This list continues to grow and I am sure that more items will be brought over tomorrow!!! HUGE Thanks to everyone!!!!


----------



## Jeff Bringhurst (May 20, 2009)

Just added to the drawing, a pair of roundtrip tickets anywhere JetBlue flies!!!!


----------



## nk1nk (Nov 15, 2011)

Jeff,

How is the drawing going to work? Are you selling tickets? I ask because I have several friends and family members who can't make it but would like to help out and be part of the drawing.


----------



## Jeff Bringhurst (May 20, 2009)

For every $10 donation they will recieve a ticket for the drawing. You do not need to be present to win.


----------



## Sprig Kennels (Jan 13, 2009)

Jeff B. PM sent


----------



## USMARINEhuntinfool (Sep 15, 2007)

Can anyone give directions to this event from Utah County. Never been up there.


----------



## MattA (Nov 30, 2011)

Several of you have asked for directions. You'll get off at the Lagoon exit, go down until you can turn around, and then loop back around and over the freeway to 925 So (Glover's Lane), and then left onto 1325 W into Farmington Bay. We will be just past the main gate as you go in.

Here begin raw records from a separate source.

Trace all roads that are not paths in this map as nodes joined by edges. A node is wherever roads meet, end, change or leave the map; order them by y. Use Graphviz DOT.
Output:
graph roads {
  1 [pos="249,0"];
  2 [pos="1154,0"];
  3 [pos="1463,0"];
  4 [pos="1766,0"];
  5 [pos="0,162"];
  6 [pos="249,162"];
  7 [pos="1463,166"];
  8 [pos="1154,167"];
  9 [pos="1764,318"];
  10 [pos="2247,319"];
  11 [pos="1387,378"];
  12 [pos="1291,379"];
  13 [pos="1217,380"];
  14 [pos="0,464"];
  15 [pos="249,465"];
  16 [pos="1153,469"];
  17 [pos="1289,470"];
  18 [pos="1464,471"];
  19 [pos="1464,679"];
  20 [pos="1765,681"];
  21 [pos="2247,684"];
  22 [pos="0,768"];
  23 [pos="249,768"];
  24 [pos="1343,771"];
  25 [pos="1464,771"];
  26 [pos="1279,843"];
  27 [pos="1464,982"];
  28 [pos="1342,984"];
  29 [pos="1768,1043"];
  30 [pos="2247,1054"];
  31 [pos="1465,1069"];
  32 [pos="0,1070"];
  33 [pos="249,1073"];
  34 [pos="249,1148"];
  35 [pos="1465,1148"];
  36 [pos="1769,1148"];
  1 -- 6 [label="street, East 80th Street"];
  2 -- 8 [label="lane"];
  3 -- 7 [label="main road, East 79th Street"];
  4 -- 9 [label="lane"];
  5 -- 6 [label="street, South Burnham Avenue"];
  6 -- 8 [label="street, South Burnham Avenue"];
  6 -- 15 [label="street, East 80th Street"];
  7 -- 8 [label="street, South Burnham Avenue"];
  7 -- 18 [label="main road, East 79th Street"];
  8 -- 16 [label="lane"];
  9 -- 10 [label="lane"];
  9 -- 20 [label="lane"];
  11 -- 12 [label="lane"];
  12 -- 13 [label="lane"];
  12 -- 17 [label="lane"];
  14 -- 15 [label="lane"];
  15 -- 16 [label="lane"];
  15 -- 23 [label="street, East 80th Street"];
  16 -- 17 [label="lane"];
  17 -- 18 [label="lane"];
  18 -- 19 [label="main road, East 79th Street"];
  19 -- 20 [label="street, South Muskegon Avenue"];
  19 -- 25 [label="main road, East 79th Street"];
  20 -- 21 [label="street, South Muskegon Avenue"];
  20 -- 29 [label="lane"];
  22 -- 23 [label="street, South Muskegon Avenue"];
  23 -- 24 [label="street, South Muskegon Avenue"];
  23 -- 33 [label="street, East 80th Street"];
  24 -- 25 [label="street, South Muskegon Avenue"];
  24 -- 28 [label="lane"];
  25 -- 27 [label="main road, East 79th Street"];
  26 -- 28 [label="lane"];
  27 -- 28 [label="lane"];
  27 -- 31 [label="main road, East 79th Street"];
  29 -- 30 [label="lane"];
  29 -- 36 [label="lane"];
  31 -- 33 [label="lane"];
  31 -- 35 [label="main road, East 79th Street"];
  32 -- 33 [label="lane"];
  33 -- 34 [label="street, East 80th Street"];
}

Here is further information:

I-15 North to exit 322 for UT227 (Lagoon Drive) toward Farmington
Keep right at fork, follow signs for UT225
Turn right onto S 200 /I-15 Frontage Rd
Turn Right onto 925 So. Glover's Lane
Turn Left onto 1325 West.

____________________________________________________________________

Here is a URL Mapquest link of the Lagoon exit

http://mapq.st/Q8fGyg

____________________________________________________________________

Take exit 322 for UT-227/?Lagoon Dr toward Farmington. You enter the Farmington Bay Wildlife management area on 1325 West on Glover Lane in Centerville. There is a sign posted on the road to enter on.


----------